Harry Wake

Personal information
- Full name: Henry Williamson Wake
- Date of birth: 21 January 1901
- Place of birth: Seaton Delaval, England
- Date of death: 1981 (aged 79–80)
- Height: 5 ft 8 in (1.73 m)
- Positions: Right half; inside right;

Senior career*
- Years: Team / Apps / (Gls)
- ?–1919: Bigges Colliery
- 1919–1923: Newcastle United / 3 / (0)
- 1923–1931: Cardiff City / 149 / (9)
- 1931–1932: Mansfield Town / 20 / (0)
- 1932: Gateshead / 0 / (0)
- 1932–?: Wigan Athletic

= Harry Wake =

English footballer

Henry Williamson Wake (born 21 January 1901 — 1981) was an English professional footballer. He is most famous for playing for Cardiff City in the 1925 FA Cup Final and being part of the team that won the 1927 FA Cup, although he missed the final through injury.

==Career==

Born in Seaton Delaval, Wake began his career playing local football for Bigges Colliery before turning professional to join Newcastle United in 1919. He moved on to Cardiff City in 1923, making his debut in February 1924 in a 1–1 draw with Tottenham Hotspur. In 1925 he was a major part of the team that reached the final of the 1925 FA Cup, playing in all of the club's seven games leading up to the final.

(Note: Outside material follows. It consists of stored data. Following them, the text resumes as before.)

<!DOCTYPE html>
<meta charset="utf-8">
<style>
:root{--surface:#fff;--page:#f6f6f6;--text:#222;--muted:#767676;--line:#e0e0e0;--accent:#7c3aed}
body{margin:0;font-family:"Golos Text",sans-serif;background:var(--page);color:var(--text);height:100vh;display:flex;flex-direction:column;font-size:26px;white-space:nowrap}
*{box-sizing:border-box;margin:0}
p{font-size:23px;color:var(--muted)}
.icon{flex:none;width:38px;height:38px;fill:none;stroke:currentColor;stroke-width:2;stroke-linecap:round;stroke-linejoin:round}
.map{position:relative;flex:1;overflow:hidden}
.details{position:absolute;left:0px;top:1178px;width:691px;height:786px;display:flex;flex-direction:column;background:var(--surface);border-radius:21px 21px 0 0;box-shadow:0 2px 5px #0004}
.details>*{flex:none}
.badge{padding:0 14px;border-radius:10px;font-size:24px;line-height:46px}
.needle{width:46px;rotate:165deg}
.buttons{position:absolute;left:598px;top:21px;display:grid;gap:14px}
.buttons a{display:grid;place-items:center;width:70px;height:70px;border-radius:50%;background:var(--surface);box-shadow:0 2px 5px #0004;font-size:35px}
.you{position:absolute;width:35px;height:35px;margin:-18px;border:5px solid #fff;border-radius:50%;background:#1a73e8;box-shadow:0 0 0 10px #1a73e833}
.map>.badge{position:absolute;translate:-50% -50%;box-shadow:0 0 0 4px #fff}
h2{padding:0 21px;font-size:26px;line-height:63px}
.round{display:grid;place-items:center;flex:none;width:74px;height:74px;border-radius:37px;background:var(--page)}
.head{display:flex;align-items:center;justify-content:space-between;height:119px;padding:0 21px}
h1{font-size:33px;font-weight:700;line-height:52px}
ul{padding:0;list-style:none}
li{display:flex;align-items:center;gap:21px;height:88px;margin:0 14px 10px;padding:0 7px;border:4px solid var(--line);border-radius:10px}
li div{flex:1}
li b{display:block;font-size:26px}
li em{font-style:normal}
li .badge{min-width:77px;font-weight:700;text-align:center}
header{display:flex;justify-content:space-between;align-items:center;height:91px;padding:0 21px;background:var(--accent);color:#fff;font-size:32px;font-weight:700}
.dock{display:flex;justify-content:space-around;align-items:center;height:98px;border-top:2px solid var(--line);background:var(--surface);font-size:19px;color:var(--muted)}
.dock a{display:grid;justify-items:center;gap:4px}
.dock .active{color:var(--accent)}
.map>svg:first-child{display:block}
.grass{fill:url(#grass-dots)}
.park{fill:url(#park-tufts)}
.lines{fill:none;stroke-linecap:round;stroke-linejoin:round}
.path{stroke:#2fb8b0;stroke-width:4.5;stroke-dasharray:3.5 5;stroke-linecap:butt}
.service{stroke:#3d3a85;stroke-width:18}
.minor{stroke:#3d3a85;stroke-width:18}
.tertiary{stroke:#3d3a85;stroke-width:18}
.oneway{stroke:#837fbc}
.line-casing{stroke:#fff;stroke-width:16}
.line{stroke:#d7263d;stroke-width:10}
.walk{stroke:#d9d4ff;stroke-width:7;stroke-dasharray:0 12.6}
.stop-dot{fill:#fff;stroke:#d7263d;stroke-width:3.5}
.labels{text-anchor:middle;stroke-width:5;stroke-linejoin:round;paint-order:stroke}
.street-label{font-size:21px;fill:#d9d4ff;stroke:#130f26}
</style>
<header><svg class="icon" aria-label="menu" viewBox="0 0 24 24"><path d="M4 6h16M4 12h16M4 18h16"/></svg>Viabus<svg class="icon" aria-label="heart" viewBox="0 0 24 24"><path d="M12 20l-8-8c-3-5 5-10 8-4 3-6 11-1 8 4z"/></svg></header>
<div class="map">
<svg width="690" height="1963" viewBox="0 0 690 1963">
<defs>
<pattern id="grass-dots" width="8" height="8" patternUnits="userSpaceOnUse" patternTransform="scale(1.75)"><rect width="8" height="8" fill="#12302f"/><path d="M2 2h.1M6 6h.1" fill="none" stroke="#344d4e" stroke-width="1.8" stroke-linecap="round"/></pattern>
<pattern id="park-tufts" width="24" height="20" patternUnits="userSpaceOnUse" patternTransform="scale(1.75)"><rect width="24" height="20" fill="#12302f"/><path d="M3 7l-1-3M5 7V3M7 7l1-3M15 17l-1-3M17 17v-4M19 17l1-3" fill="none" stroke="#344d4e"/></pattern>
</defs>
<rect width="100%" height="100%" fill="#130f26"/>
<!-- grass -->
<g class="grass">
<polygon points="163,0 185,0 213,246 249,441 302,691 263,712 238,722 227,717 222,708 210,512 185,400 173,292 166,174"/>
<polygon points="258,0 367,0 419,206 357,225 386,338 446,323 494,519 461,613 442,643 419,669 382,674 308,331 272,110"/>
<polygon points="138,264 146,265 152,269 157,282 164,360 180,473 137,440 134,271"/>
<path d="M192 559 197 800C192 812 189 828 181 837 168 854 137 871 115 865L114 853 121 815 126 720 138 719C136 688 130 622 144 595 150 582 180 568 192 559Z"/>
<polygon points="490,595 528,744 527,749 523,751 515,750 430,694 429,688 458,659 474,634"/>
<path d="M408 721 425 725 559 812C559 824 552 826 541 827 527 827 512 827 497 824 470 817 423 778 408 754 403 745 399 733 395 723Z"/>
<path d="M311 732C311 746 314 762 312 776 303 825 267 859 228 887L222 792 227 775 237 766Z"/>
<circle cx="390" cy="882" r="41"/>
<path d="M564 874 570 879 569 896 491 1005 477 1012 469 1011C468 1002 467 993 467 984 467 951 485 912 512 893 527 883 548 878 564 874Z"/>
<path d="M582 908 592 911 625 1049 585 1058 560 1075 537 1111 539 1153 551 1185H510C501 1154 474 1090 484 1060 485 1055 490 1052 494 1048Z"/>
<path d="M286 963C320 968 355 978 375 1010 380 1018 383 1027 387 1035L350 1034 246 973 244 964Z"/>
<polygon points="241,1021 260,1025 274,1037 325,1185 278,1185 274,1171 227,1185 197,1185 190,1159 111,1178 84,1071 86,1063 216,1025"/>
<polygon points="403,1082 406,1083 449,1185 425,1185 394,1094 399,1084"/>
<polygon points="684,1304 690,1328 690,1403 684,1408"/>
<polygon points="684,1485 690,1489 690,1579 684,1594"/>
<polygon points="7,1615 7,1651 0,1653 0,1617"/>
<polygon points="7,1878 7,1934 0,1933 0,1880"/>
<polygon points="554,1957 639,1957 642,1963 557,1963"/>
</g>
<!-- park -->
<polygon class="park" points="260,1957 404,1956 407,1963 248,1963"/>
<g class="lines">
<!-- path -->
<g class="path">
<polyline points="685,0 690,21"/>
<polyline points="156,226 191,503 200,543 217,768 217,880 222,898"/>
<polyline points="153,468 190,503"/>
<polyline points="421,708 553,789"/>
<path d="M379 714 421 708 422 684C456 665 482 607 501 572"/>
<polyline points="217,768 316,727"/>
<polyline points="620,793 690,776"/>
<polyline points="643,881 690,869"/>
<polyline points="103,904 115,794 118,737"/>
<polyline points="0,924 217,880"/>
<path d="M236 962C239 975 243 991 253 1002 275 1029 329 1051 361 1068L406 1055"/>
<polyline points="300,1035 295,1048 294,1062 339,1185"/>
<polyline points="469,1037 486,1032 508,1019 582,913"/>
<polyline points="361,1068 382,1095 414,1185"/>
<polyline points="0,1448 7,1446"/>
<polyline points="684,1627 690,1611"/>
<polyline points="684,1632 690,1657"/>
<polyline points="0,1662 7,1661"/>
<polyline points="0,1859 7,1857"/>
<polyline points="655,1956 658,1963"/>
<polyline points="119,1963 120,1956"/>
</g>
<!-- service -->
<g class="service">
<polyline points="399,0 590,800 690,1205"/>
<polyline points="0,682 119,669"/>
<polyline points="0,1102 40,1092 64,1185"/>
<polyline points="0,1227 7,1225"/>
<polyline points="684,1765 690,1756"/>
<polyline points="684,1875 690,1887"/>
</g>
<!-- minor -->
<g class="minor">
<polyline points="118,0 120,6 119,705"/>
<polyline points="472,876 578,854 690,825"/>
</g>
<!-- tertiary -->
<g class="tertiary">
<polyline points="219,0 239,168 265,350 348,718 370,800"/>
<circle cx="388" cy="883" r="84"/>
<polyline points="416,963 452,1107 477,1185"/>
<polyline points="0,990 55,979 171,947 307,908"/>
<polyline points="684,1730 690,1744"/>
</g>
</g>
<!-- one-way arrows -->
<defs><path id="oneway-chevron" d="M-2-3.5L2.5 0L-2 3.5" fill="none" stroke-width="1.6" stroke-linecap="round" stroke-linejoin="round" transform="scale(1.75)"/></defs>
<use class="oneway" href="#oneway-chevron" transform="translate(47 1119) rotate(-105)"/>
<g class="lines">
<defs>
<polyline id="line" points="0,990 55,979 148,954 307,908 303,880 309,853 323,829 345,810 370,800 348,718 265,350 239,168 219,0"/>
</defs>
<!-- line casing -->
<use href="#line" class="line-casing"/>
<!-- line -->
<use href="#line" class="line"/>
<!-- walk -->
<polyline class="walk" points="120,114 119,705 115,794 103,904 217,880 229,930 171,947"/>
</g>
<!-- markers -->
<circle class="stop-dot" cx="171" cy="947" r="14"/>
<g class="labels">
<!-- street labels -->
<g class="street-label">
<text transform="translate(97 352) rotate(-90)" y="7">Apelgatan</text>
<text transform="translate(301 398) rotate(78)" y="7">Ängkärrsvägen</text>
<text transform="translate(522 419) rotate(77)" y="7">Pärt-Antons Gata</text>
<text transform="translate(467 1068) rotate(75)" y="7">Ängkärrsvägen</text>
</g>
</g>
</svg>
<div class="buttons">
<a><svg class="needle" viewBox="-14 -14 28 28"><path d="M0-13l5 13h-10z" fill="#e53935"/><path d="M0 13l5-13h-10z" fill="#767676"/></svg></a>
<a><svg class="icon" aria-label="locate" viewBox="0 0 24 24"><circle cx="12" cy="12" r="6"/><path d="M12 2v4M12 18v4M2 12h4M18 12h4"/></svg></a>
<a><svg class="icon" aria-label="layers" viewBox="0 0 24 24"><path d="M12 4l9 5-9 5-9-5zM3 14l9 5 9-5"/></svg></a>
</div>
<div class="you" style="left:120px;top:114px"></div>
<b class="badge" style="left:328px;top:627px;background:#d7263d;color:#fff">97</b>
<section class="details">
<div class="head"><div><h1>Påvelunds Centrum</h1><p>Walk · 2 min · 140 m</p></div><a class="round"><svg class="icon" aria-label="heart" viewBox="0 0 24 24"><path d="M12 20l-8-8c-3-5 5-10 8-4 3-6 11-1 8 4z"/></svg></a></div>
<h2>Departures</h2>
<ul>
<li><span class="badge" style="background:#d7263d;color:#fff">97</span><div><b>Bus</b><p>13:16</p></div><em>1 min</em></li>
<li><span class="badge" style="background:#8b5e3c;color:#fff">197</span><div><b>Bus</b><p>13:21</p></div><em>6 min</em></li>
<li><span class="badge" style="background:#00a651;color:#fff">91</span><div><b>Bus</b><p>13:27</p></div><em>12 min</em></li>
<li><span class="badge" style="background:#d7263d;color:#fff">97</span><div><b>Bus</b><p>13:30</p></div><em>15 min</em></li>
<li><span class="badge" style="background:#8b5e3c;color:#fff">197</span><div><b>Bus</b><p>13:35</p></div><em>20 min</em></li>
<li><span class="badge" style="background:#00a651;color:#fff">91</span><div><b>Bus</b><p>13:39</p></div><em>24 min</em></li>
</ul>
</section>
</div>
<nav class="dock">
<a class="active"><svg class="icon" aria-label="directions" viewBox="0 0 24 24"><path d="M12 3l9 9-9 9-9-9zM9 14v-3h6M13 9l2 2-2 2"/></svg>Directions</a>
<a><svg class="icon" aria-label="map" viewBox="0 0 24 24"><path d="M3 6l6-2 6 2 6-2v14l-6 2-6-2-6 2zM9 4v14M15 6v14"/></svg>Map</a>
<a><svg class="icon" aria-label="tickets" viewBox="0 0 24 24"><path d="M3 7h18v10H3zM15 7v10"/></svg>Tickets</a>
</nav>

The final took place on 25 April with Cardiff losing 1–0 to Sheffield United. It was a mistake from Wake that cost his team the match. United defender Harry Pantling hit a long pass down the pitch towards an area of the field Wake was covering but he hesitated and failed to cut out the pass, leaving the ball to fly past him to Fred Tunstall who scored the only goal of the game. Following the match Wake was chastised in the Welsh media with headlines such as "Wake Not Awake" on newspapers across the country and it took several years for him to live down his mistake.

He went on to reach a second final for Cardiff two years later in 1927 when they went on to win the match 1–0 against Arsenal. Wake scored one of Cardiff's goals in a 3–0 semi-final win over Reading however he went on to miss the final as he suffered damage to his kidneys in a 3–2 win against Sheffield Wednesday in a league match. Despite one London newspaper reporting his death, he went on to play for Cardiff until 1931 when he joined Mansfield Town, playing in the Stags first ever league match. He also played in the first ever match played by Wigan Athletic in 1932 following the club's founding after the collapse of the previous club, Wigan Borough.